Haruji Matsue was born on January 15, 1876 as the second son of Hisahira Matsue, a former police officer of the Aizu Clan in Aizuwakamatsu City, Fukushima Prefecture. His older brother, who is four years older than him, is the chief of the Tokushima POW camp (later a major general of the Army), known as the main character of the movie “Balto no Rakuen”.
In 1895, Haruji Matsue graduated from the former Aizu Junior High School (now Aizu High School), a branch school of the Aizu domain school Nisshinkan, 28 as a member of the inaugural class. His classmate is Hideyo Noguchi, a bacteriologist. They seem to have been close all their lives. In 1899, he graduated from the current Tokyo Institute of Technology 32 and joined Nihon Seito, which is known to have been founded by Eichi Shibusawa.
In 1903 (Meiji 35), he studied at Louisiana State University as an overseas business trainee for the Ministry of Agriculture and Commerce, where he earned a master’s degree in graduate school and learned the latest sugar manufacturing technology by visiting many sugar manufacturing companies in the United States. After studying in the United States for 5 years, he returned to Japan in 1908 40 and became the Osaka Plant Manager of Dainippon Seito (renamed from Nippon Seito in 1906), and succeeded in producing Japan’s first sugar cube.
When Suzuki Shoten established Toroku Seito in Taiwan in 1912, Shunji Matsue became a senior managing director of Toroku Seito and later also served as a managing director of Shinko Seito in Taiwan. Suzuki Shoten, under the leadership of Naokichi Kaneko, the Oban gashira, had made great strides in the camphor oil business in Taiwan, and had invested actively in the sugar industry as a promising business in Taiwan next to camphor.
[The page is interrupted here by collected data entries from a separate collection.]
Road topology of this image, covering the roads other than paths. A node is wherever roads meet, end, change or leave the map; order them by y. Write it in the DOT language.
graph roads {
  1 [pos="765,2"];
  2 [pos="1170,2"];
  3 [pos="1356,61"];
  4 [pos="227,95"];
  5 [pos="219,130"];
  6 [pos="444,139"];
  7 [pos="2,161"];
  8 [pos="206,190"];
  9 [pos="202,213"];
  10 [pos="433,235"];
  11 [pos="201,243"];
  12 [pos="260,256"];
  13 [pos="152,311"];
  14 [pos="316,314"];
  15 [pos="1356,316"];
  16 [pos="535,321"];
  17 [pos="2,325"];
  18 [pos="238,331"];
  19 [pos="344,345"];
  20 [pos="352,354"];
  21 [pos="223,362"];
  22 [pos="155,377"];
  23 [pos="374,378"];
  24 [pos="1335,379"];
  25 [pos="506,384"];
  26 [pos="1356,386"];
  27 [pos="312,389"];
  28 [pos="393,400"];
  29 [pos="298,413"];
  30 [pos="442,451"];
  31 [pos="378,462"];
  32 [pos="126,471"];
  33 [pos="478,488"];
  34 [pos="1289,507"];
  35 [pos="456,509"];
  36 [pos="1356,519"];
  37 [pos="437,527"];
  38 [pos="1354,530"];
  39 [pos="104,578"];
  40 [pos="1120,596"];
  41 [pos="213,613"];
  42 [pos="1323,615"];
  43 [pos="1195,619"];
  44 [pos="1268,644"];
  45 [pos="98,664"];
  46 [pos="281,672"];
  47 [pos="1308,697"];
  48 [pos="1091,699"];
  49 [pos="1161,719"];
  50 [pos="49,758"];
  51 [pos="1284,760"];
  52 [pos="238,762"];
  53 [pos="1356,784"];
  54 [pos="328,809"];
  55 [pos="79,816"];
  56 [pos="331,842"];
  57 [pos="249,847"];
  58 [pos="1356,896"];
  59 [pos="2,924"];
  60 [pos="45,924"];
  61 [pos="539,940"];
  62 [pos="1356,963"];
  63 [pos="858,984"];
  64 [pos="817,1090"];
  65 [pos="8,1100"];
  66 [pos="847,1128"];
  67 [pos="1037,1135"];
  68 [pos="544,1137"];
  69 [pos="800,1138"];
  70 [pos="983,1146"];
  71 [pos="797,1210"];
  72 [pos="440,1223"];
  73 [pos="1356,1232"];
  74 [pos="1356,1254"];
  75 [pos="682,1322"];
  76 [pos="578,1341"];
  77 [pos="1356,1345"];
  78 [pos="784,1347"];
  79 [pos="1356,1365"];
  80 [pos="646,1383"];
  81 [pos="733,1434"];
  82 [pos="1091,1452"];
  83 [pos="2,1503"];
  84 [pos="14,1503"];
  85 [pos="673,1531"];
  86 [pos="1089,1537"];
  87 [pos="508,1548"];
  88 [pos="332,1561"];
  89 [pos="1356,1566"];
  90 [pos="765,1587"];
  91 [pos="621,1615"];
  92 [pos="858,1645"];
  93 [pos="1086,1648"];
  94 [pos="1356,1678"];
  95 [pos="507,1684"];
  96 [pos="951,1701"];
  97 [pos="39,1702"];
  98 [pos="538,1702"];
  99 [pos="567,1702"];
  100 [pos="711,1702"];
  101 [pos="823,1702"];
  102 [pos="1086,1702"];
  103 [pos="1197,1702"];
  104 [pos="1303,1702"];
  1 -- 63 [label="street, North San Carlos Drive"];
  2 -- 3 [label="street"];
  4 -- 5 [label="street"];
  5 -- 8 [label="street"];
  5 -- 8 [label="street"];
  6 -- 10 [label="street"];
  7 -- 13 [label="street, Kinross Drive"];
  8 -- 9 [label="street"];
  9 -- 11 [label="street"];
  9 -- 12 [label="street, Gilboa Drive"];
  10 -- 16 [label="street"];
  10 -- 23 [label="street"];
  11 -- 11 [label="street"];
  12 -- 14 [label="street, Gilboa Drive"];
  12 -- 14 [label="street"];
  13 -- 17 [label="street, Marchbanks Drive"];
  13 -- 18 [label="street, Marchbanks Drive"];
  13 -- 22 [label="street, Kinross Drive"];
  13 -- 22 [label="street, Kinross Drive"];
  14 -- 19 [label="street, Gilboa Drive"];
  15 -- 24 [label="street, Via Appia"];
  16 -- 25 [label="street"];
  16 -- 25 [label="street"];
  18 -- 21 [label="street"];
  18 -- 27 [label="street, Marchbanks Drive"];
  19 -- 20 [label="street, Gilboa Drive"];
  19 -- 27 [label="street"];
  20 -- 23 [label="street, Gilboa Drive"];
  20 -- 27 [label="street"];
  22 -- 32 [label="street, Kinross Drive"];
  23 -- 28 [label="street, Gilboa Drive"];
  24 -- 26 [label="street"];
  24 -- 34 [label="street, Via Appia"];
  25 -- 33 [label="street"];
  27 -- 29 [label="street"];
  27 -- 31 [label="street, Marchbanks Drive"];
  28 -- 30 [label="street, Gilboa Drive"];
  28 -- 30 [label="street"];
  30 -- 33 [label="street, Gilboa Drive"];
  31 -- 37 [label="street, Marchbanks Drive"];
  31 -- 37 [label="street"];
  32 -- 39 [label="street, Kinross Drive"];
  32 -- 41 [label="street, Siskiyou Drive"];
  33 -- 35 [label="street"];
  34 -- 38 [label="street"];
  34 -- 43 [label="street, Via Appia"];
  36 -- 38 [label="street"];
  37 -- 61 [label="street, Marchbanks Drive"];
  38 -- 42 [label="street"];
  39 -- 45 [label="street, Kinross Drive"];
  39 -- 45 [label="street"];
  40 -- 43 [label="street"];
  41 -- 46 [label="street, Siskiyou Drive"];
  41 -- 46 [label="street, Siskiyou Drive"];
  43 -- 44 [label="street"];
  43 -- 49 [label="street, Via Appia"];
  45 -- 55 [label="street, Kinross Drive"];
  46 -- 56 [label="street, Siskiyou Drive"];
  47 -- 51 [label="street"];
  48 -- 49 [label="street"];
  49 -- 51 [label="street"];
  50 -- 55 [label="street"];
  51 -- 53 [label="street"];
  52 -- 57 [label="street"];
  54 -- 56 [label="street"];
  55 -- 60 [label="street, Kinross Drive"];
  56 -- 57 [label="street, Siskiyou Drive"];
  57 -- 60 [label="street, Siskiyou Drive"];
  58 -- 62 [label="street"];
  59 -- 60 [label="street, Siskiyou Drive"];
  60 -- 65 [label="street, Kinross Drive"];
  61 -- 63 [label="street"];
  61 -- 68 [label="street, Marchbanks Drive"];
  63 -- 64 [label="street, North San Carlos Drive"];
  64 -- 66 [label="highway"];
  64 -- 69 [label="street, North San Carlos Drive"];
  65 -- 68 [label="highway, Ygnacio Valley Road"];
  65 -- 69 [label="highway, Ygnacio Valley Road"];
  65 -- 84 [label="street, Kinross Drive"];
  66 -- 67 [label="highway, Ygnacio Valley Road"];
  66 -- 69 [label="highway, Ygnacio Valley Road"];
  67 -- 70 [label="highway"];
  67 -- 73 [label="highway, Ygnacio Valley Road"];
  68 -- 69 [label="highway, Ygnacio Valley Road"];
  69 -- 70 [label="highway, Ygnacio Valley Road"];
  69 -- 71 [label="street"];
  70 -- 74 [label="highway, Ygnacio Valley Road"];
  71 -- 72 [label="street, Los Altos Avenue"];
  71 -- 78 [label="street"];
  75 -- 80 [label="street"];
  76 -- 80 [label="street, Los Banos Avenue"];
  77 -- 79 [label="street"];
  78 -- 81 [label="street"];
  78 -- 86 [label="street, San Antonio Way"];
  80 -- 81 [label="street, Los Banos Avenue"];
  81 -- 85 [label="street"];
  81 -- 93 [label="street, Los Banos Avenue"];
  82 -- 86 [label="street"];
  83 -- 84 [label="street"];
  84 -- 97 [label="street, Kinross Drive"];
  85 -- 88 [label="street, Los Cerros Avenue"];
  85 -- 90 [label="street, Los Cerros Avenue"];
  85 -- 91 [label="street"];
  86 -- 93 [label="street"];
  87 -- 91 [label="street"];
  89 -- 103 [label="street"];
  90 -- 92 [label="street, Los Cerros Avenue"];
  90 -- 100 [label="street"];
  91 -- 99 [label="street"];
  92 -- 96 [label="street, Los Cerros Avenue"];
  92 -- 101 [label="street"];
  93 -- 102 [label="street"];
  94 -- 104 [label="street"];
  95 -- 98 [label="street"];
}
In early 10 1921, Haruji Matsue surveyed the South Sea Islands Saipan and Tinian, which became the Mandate of the Empire of Japan after the First World War, and discovered the great potential of the sugar industry there. Nanyo Shokusan Co., Ltd. and Nishimura Takushoku Co., Ltd. had already been established as pioneering efforts in the area, but both went bankrupt, leaving 1,000 employees behind. Haruji Matsue is determined to rescue these unemployed and start a South Sea sugar industry on his own.
On November 29, 1921 (Taisho 10), Nanyo Kohatsu was established in Chalan Kanoa in the southern part of Saipan Island with 70% investment from Toyo Takushoku, a national policy company for the development of the Korean Peninsula. Haruji Matsue, under the title of senior managing director of Nanyo Kohatsu, will effectively develop the company as the founding president.
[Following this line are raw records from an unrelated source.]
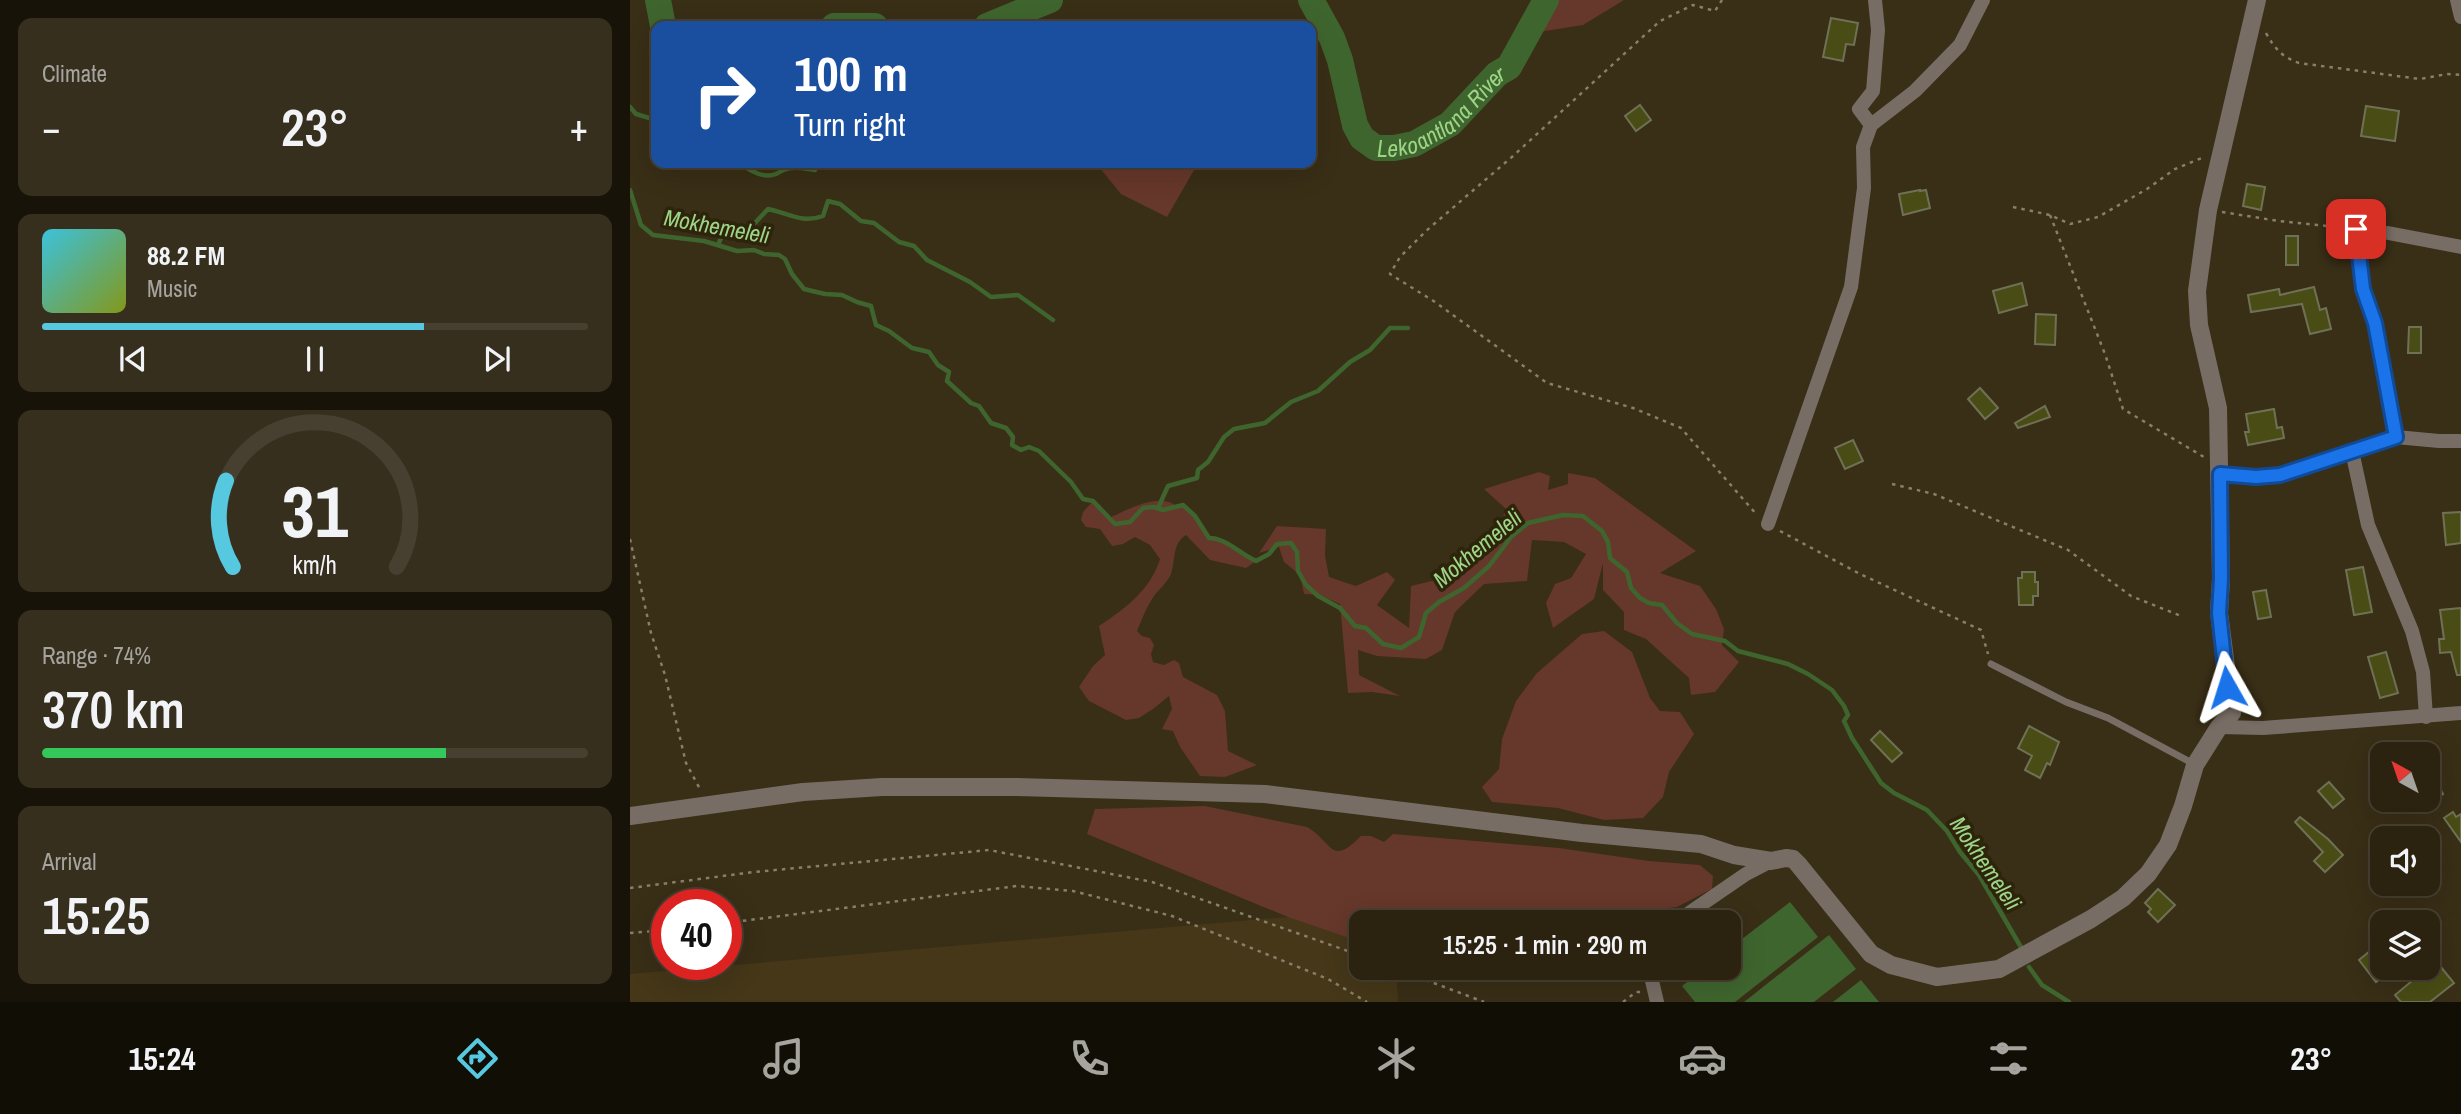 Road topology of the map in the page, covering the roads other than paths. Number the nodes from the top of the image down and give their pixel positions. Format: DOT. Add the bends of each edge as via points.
graph roads {
  1 [pos="1875,0"];
  2 [pos="1983,0"];
  3 [pos="2257,0"];
  4 [pos="2457,0"];
  5 [pos="2461,17"];
  6 [pos="1871,125"];
  7 [pos="2356,229"];
  8 [pos="2389,233"];
  9 [pos="2461,247"];
  10 [pos="2396,437"];
  11 [pos="2461,441"];
  12 [pos="2352,452"];
  13 [pos="2220,469"];
  14 [pos="1769,524"];
  15 [pos="1991,664"];
  16 [pos="2461,713"];
  17 [pos="2426,717"];
  18 [pos="2219,727"];
  19 [pos="2195,765"];
  20 [pos="630,816"];
  21 [pos="1734,855"];
  22 [pos="1771,861"];
  23 [pos="1746,874"];
  24 [pos="1694,910"];
  1 -- 6 [label="street" via="1878,30 1873,91 1859,109"];
  2 -- 6 [label="street" via="1960,45 1915,91"];
  3 -- 13 [label="street" via="2218,160 2197,291 2199,326 2218,408"];
  4 -- 5 [label="street"];
  6 -- 14 [label="street" via="1863,147 1864,188 1851,286"];
  7 -- 10 [label="lane" via="2363,289 2375,323"];
  8 -- 9 [label="street"];
  10 -- 11 [label="street"];
  10 -- 12 [label="street"];
  12 -- 13 [label="street" via="2280,475 2256,477"];
  12 -- 17 [label="street" via="2368,525 2412,631 2423,672"];
  13 -- 18 [label="street" via="2219,613 2232,713"];
  15 -- 19 [label="lane" via="2108,718"];
  16 -- 17 [label="street"];
  17 -- 18 [label="street"];
  18 -- 19 [label="street"];
  19 -- 22 [label="street" via="2168,845 2148,874 2102,912 2000,969 1937,977 1891,965 1871,954 1793,859"];
  20 -- 21 [label="street" via="803,792 882,787 1265,794 1701,844"];
  21 -- 22 [label="street"];
  21 -- 23 [label="street"];
  22 -- 23 [label="street"];
  23 -- 24 [label="street"];
}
Haruji Matsue installed the latest sugar production facilities made by the German company Groven Breuzig, and laid nearly 50 km of railway line. About 2,000 residents of Okinawa Prefecture were employed as employees and emigrated to the islands of Saipan and Tinian. Sugar production will increase from 9,000 tons in 1925 14 to 68,000 tons 10 years later in 1935 (Showa 10).
Since the 1930s, Nanyo Kohatsu has become a national policy company supporting the infrastructure of the region, and in addition to the main sugar industry, Nanyo Kohatsu will be involved in many other businesses, including fisheries, agriculture, sake brewing, mining, oil and fat industry, transportation, and trade. By the 1940s, the company had 48,000 employees, making it as large as Mantetsu. Haruji Matsue became known as the “Nanyo Kohatsu in the south” and became known as the Sugar King.
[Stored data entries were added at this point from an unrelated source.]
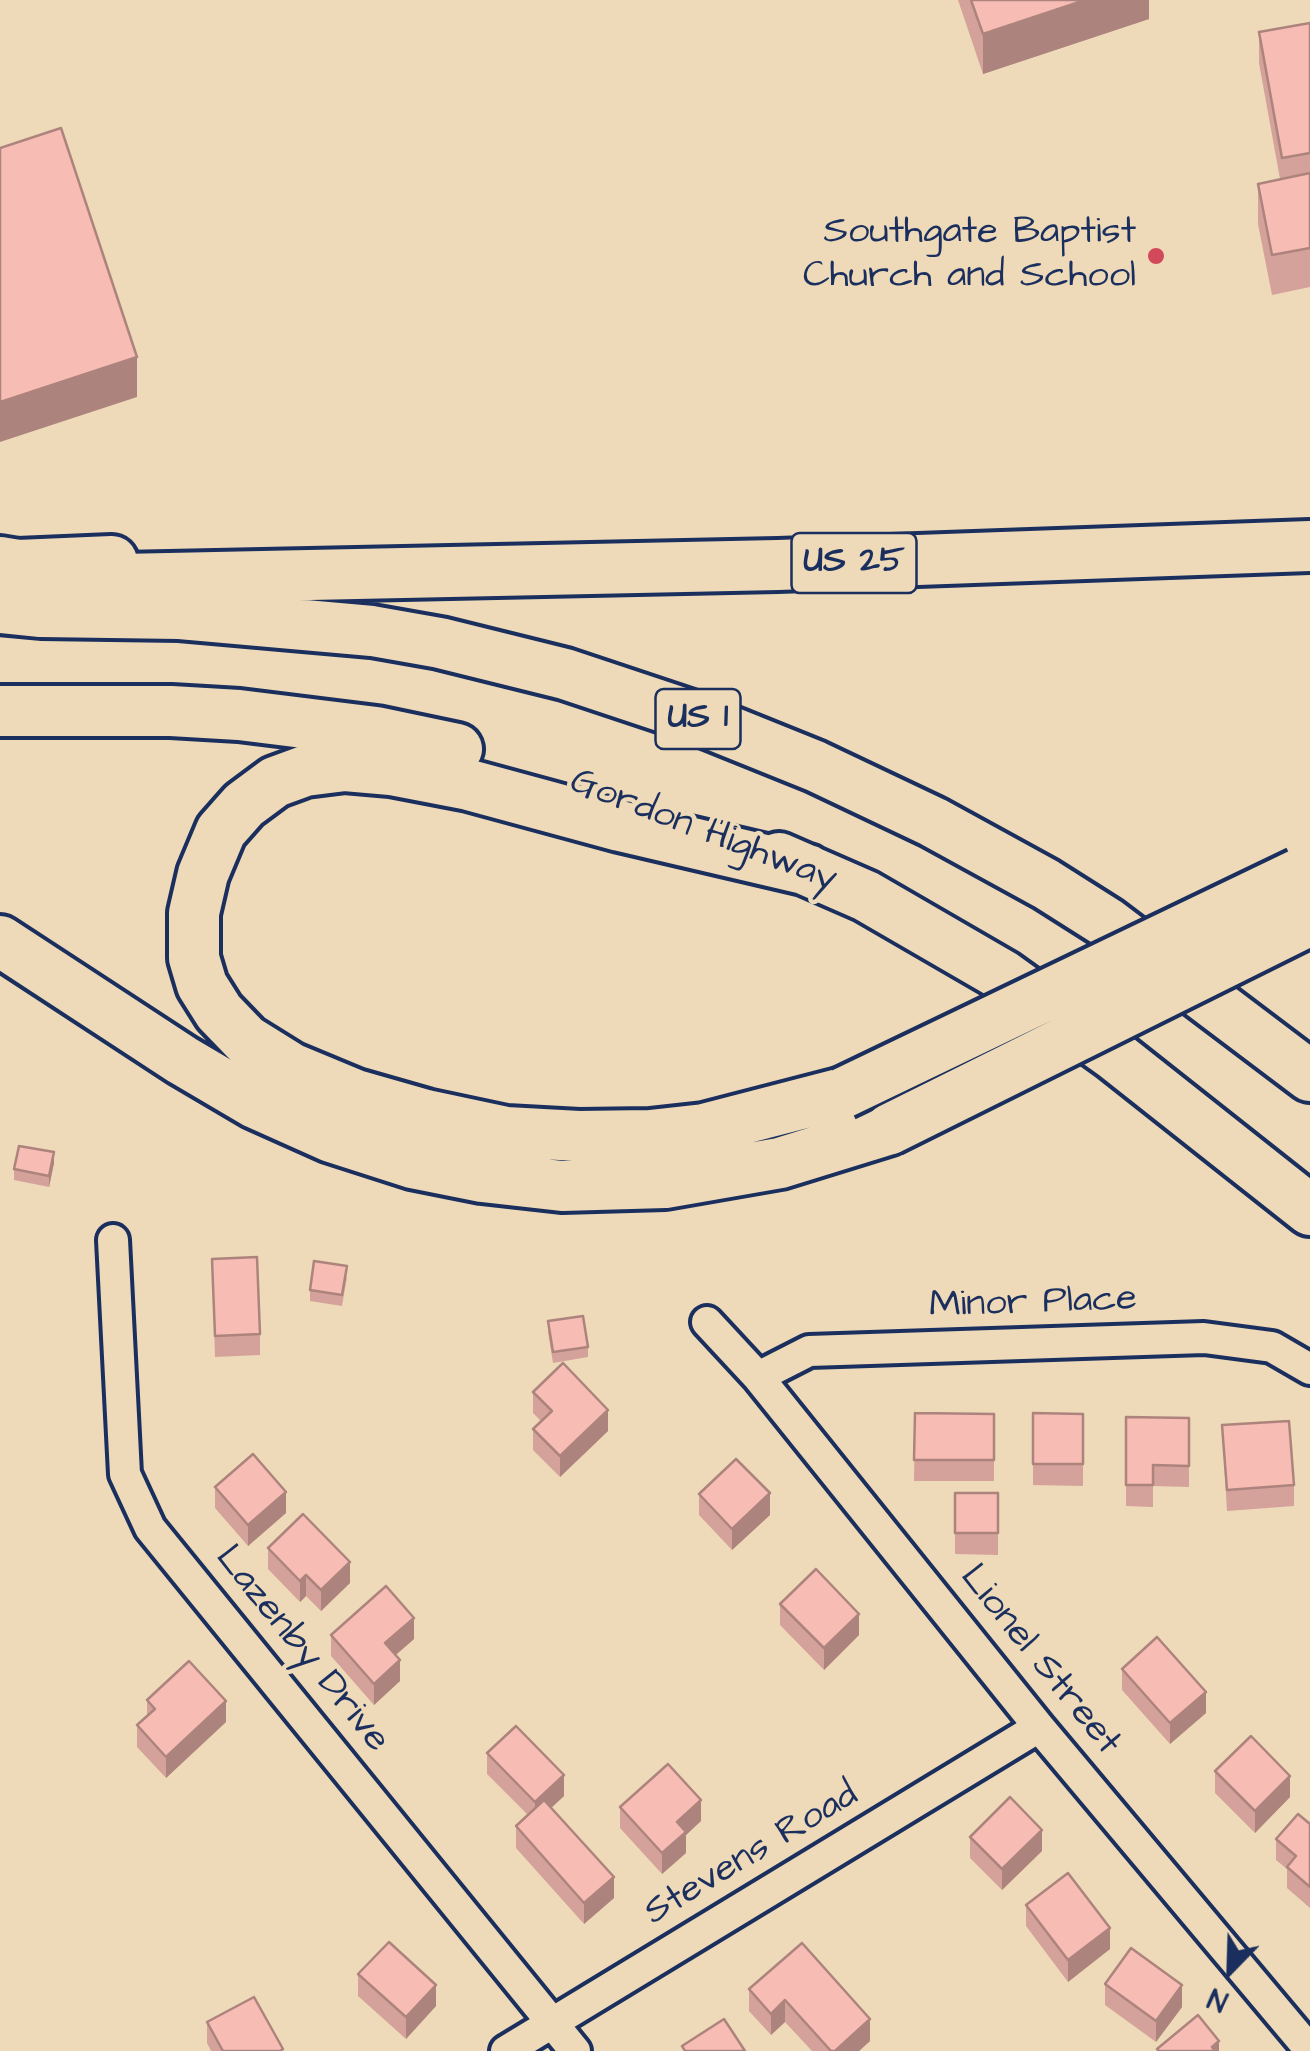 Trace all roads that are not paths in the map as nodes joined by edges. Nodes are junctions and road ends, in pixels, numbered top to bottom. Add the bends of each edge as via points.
1 (1310, 546) edge
2 (0, 562) edge
3 (365, 574) junction
4 (0, 586) edge
5 (0, 608) edge
6 (0, 711) edge
7 (808, 870) junction
8 (1306, 887) edge
9 (0, 941) edge
10 (1310, 1076) edge
11 (1310, 1210) edge
12 (113, 1240) dead end
13 (707, 1322) dead end
14 (1310, 1368) edge
15 (758, 1378) junction
16 (1039, 1726) junction
17 (552, 2024) junction
18 (1310, 2050) edge
19 (506, 2051) edge
20 (575, 2051) edge

1 - 3 highway, US 25
2 - 3 highway via 259,558
3 - 4 highway, US 25
5 - 10 highway, US 1 via 372,630 565,674 691,716 815,766 1046,884
6 - 7 highway, Gordon Highway via 170,711 376,732 575,782
7 - 8 highway, bridge via 469,785 345,766 305,771 275,782 222,831 197,900 194,958 202,985 246,1040 290,1068 356,1095 506,1132 650,1135 704,1129 843,1093
7 - 11 highway, Gordon Highway via 1004,976
8 - 9 highway, bridge via 890,1129 780,1162 665,1183 562,1186 482,1178 331,1137 182,1060
12 - 17 street, Lazenby Drive via 125,1474 150,1528
13 - 15 street, Lionel Street
14 - 15 street, Minor Place via 1272,1347 1204,1338 809,1351
15 - 16 street, Lionel Street
16 - 17 street, Stevens Road
16 - 18 street, Lionel Street
17 - 19 street, Stevens Road
17 - 20 street, Lazenby Drive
In 1943, Haruji Matsue retired as an advisor to Nanyo 18 Kohatsu. In the Battle of Saipan, which was fought from June 15 19 to July 9 in 1944, 67000 American landing troops commanded by Lieutenant General Holland Smith were defeated by 30,000 Japanese defenders led by Yoshitsugu SAITO, commander of the 43 Division. Many Japanese civilian residents were also killed, but many of them were employees of Nanyo Kohatsu.
Haruji Matsue lost almost all of his assets at the end of the war, but he continued to serve as a director of the Sugar Association, and in his later years, he wrote in large letters that he had “nothing by nature” or “nothing from birth.”. He died of a cerebral hemorrhage on November 29, 1954 (Showa 29). He was 79 years old. Incidentally, the anniversary of his death was the founding date of Nanyo Kohatsu. His grave is located at Kogan-ji Temple in Aizuwakamatsu City. Even today, a bronze statue of Haruji Matsue stands as a symbol at the Sugar King Park in Garapan, the largest city on Saipan Island.